Two of the key scenes in the film reflect this. In the first we see people offering to buy Plainview out, and he realises, without quite acknowledging the fact, that his life has no meaning beyond the work that he does. What would he sell his company for: what would he do with the rest of his life? Where in P.T. Anderson’s earlier Boogie Nights the director wants to show the Freudian pleasure principle at work as Dirk Diggler gets lost in the wonders of the flesh the porn industry offers, and the material perks of cars, houses and coke, Plainview shows instead the death drive at work: manifest destiny as self-destruction. When oil company men sit around a table talking to Plainview as they try to buy him out, he asks what would he do with himself, and the oil men are surprised that he needs to ask, and says that he can concentrate on looking after his son. Shortly afterwards, after one of the oil men tells him that if he doesn’t sell his oil fields to the company he will be left with loads of oil and nowhere to channel it, and says that with the million he will make Plainview can look after his family, Plainview turns on the man and says one evening he will come to his house and slit his throat during the night. Here the oil man offers a possible pleasure principle, but Plainview immediately moves into overdrive as death drive: his will wouldn’t quite know what to do with itself if he weren’t working, and the oil man’s thoroughly reasonable suggestion is met with a quiet rage attack.
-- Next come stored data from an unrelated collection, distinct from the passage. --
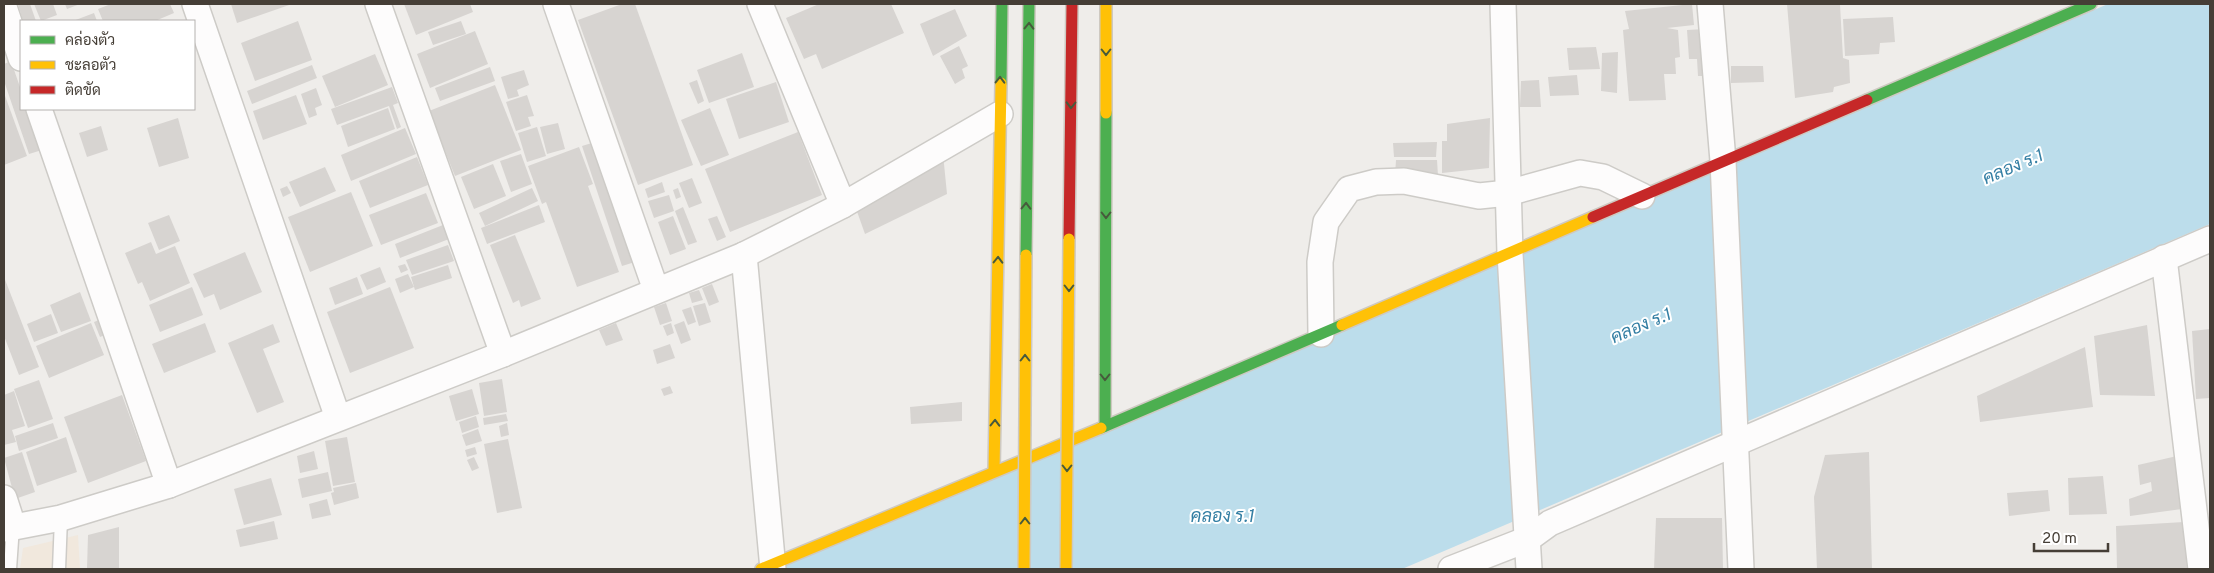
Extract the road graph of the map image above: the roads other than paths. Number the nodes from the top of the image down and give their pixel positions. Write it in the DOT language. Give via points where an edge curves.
graph roads {
  1 [pos="195,4"];
  2 [pos="378,4"];
  3 [pos="556,4"];
  4 [pos="760,4"];
  5 [pos="1002,4"];
  6 [pos="1029,4"];
  7 [pos="1072,4"];
  8 [pos="1106,4"];
  9 [pos="1503,4"];
  10 [pos="1710,4"];
  11 [pos="2091,4"];
  12 [pos="4,7"];
  13 [pos="20,55"];
  14 [pos="39,110"];
  15 [pos="1000,114"];
  16 [pos="1723,161"];
  17 [pos="1508,193"];
  18 [pos="1642,196"];
  19 [pos="843,205"];
  20 [pos="2210,239"];
  21 [pos="1510,254"];
  22 [pos="744,255"];
  23 [pos="2164,258"];
  24 [pos="656,290"];
  25 [pos="1321,334"];
  26 [pos="503,354"];
  27 [pos="338,418"];
  28 [pos="1106,426"];
  29 [pos="1735,431"];
  30 [pos="994,472"];
  31 [pos="169,485"];
  32 [pos="4,498"];
  33 [pos="61,518"];
  34 [pos="8,528"];
  35 [pos="1528,539"];
  36 [pos="769,567"];
  37 [pos="10,569"];
  38 [pos="59,569"];
  39 [pos="1024,569"];
  40 [pos="1066,569"];
  41 [pos="1451,569"];
  42 [pos="1529,569"];
  43 [pos="1741,569"];
  44 [pos="2201,569"];
  1 -- 27 [label="street"];
  2 -- 26 [label="street"];
  3 -- 24 [label="street"];
  4 -- 19 [label="street"];
  15 -- 5 [label="main road, one-way"];
  39 -- 6 [label="main road, one-way, bridge"];
  7 -- 40 [label="main road, one-way, bridge"];
  8 -- 28 [label="main road, one-way"];
  9 -- 17 [label="street"];
  10 -- 16 [label="street"];
  11 -- 16 [label="main road"];
  12 -- 13 [label="street"];
  14 -- 31 [label="street"];
  15 -- 19 [label="street"];
  30 -- 15 [label="main road, one-way"];
  16 -- 18 [label="main road"];
  16 -- 29 [label="street"];
  17 -- 18 [label="street" via="1580,173 1603,177"];
  17 -- 21 [label="street"];
  17 -- 25 [label="street" via="1479,196 1404,181 1376,182 1349,189 1326,222 1320,262"];
  18 -- 21 [label="main road"];
  19 -- 22 [label="street"];
  20 -- 23 [label="street"];
  21 -- 25 [label="main road"];
  21 -- 35 [label="street"];
  22 -- 24 [label="street"];
  22 -- 36 [label="street"];
  23 -- 29 [label="street"];
  23 -- 44 [label="street"];
  24 -- 26 [label="street"];
  25 -- 28 [label="main road"];
  26 -- 27 [label="street"];
  27 -- 31 [label="street"];
  28 -- 30 [label="main road"];
  29 -- 35 [label="street" via="1550,523"];
  29 -- 43 [label="street"];
  30 -- 36 [label="main road"];
  31 -- 33 [label="street"];
  32 -- 34 [label="street"];
  33 -- 34 [label="street"];
  33 -- 38 [label="lane"];
  34 -- 37 [label="lane"];
  35 -- 41 [label="street"];
  35 -- 42 [label="street"];
}
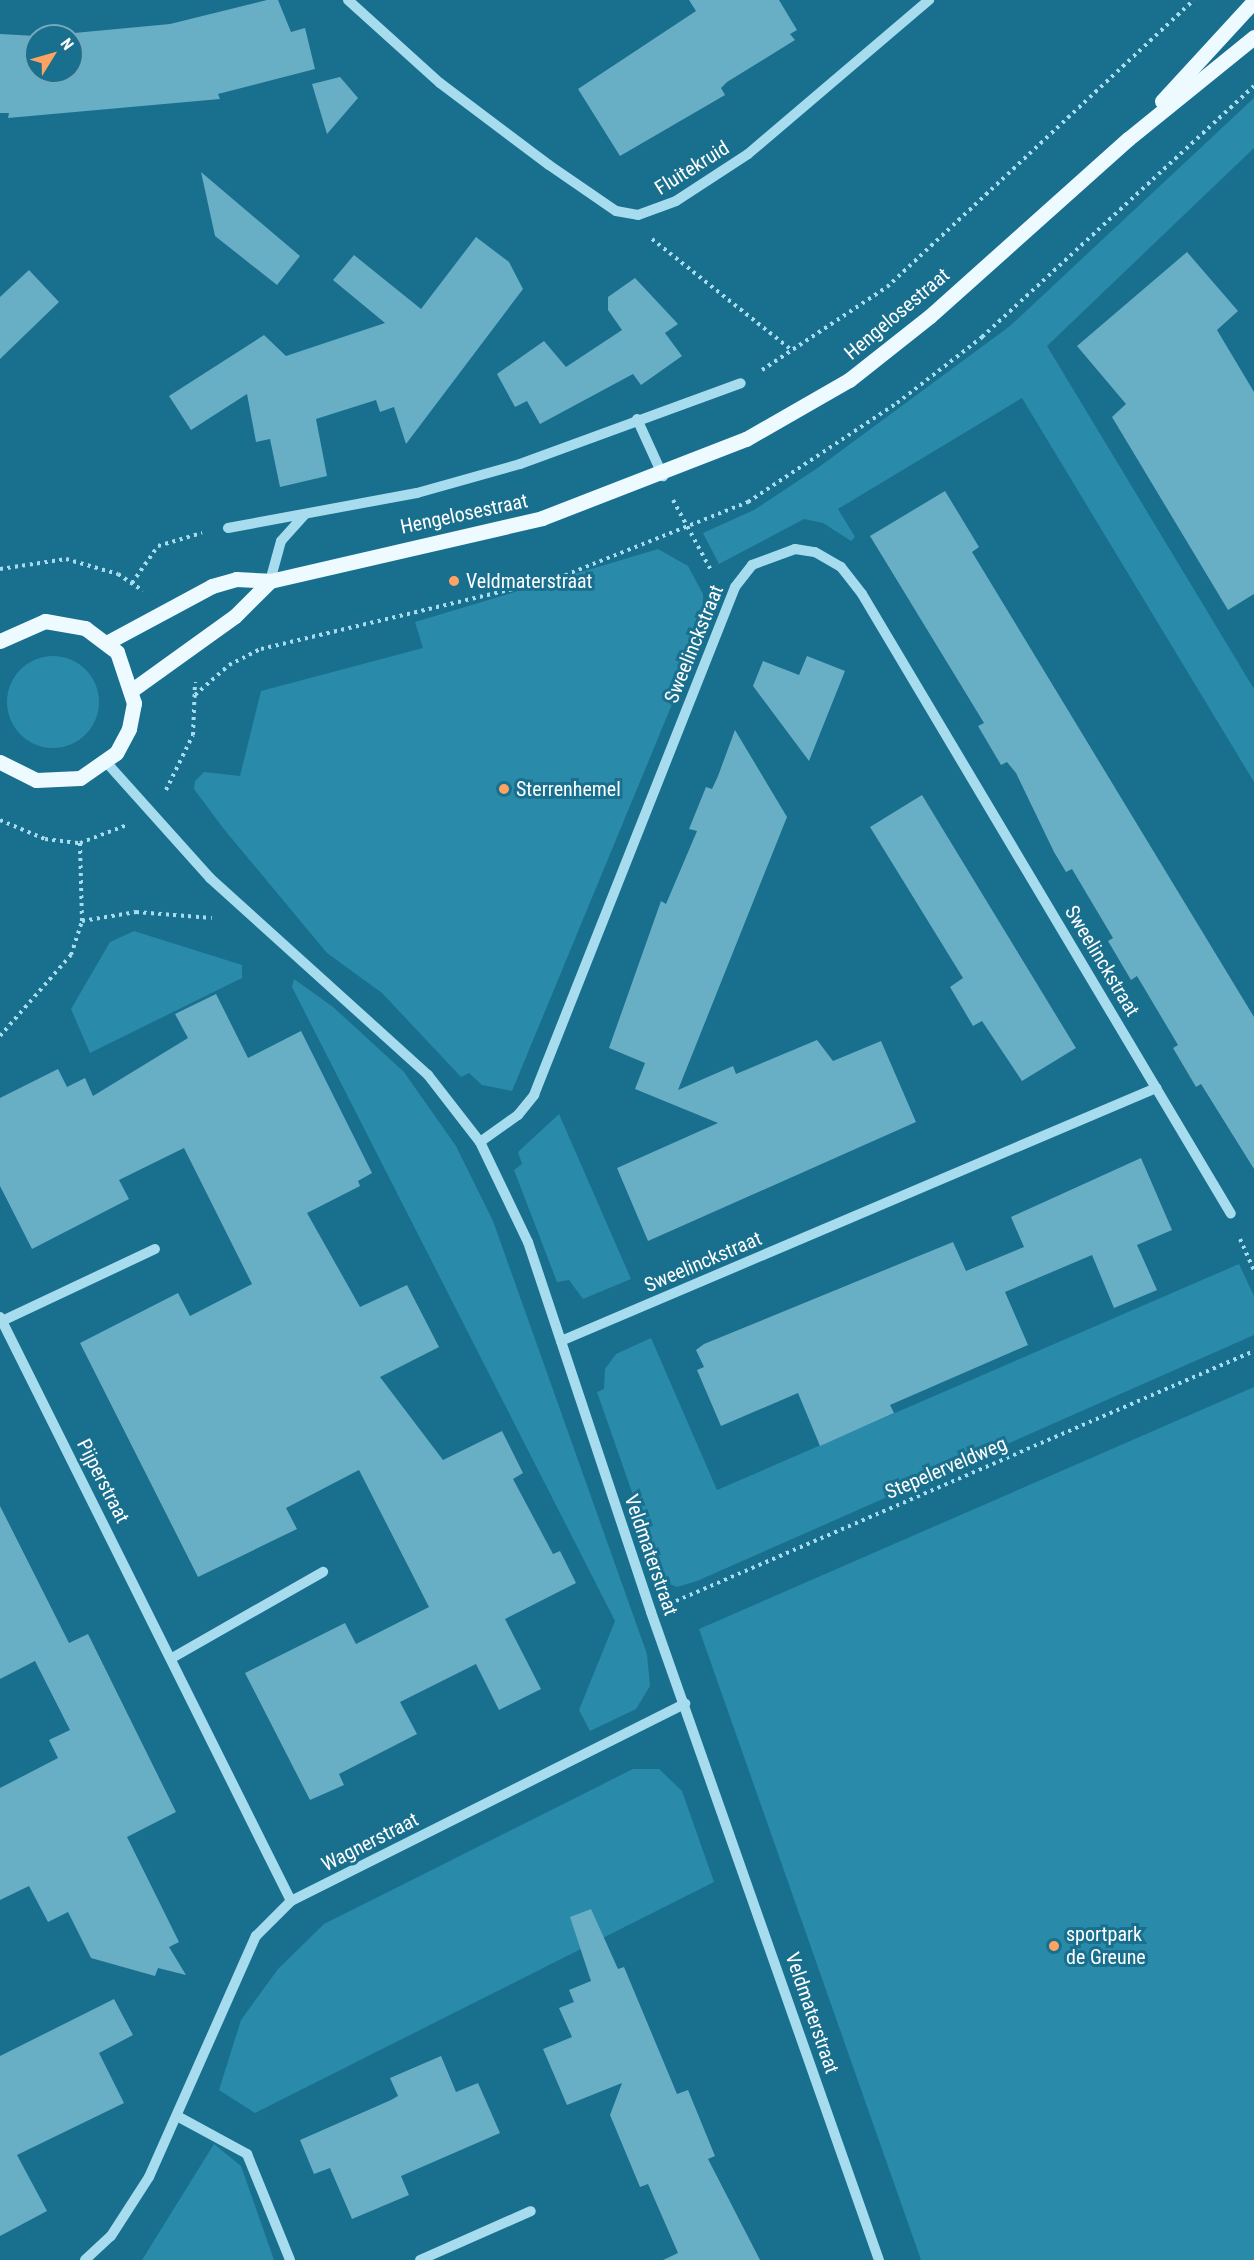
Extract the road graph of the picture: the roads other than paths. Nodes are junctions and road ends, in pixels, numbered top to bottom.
1 (348, 0) edge
2 (929, 0) edge
3 (1254, 1) edge
4 (1254, 37) edge
5 (1128, 139) junction
6 (741, 383) road end
7 (637, 419) junction
8 (663, 476) junction
9 (305, 514) junction
10 (228, 528) road end
11 (270, 581) junction
12 (0, 641) edge
13 (108, 642) junction
14 (132, 690) junction
15 (0, 762) edge
16 (106, 762) junction
17 (1156, 1088) junction
18 (480, 1142) junction
19 (1231, 1214) road end
20 (155, 1249) dead end
21 (1, 1319) edge
22 (561, 1341) junction
23 (323, 1572) dead end
24 (172, 1658) junction
25 (685, 1704) junction
26 (291, 1901) junction
27 (177, 2115) junction
28 (531, 2211) dead end
29 (85, 2260) edge
30 (290, 2260) edge
31 (420, 2260) edge
32 (879, 2260) edge

1 - 2 street, Fluitekruid
3 - 5 main road, Hengelosestraat
4 - 5 main road, Hengelosestraat
5 - 8 main road, Hengelosestraat
6 - 7 street, Hengelosestraat
7 - 8 street
7 - 9 street, Hengelosestraat
8 - 11 main road, Hengelosestraat
9 - 10 street, Hengelosestraat
9 - 11 street
11 - 13 main road, Hengelosestraat
11 - 14 main road
12 - 13 main road
13 - 14 main road
14 - 16 main road
15 - 16 main road
16 - 18 street, Veldmaterstraat
17 - 18 street, Sweelinckstraat
17 - 19 street, Sweelinckstraat
17 - 22 street, Sweelinckstraat
18 - 22 street, Veldmaterstraat
20 - 21 street, Pijperstraat
21 - 24 street, Pijperstraat
22 - 25 street, Veldmaterstraat
23 - 24 street
24 - 26 street, Pijperstraat
25 - 26 street, Wagnerstraat
25 - 32 street, Veldmaterstraat
26 - 27 street, Wagnerstraat
27 - 29 street, Wagnerstraat
27 - 30 street
28 - 31 street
It is one of the film’s dress rehearsals for the horrific act of violence that concludes the film, with Plainview murdering the person who has most consistently nagged away at the emptiness of his existence, the young preacher, Eli. Plainview is not especially driven to kill, just as he is not especially driven to make money, but instead to be driven by drive. It is in this sense a very American film about extension, just as numerous ‘very’ European films are about thought and take the form of angst over drive: the fear of fear to quote the title of a Fassbinder film. Anderson’s could be called the drive of drive, an extrovert tautology, as opposed to an introverted one, and one perhaps Day-Lewis resolves as an actor no less driven than Plainview, but with what we might call a contained metaphysic. Here the actor may be as driven as any of the characters he happens to play, but grounds his performance in performance: paradoxically meaning comes from meaninglessness – from there being no underlying meaning required for the role beyond the role and its perception. Here the actor gets lost in the part but finds himself in the film that results from it and moves on to the next one and sees it as ‘play’. In an interview in The Independent, Day-Lewis, says “…it’s all just a big funny game.” One can hardly regard this as a frivolous comment from an actor who caught pneumonia in Gangs of New York “by refusing to wear warmer clothing that hadn’t been invented in the 19th century”, according to the website Obsessed with Film. But the site also note, that a few months after filming “he is calm, engaged, extremely focused and jokes light-heartedly about how mad he went during filming.”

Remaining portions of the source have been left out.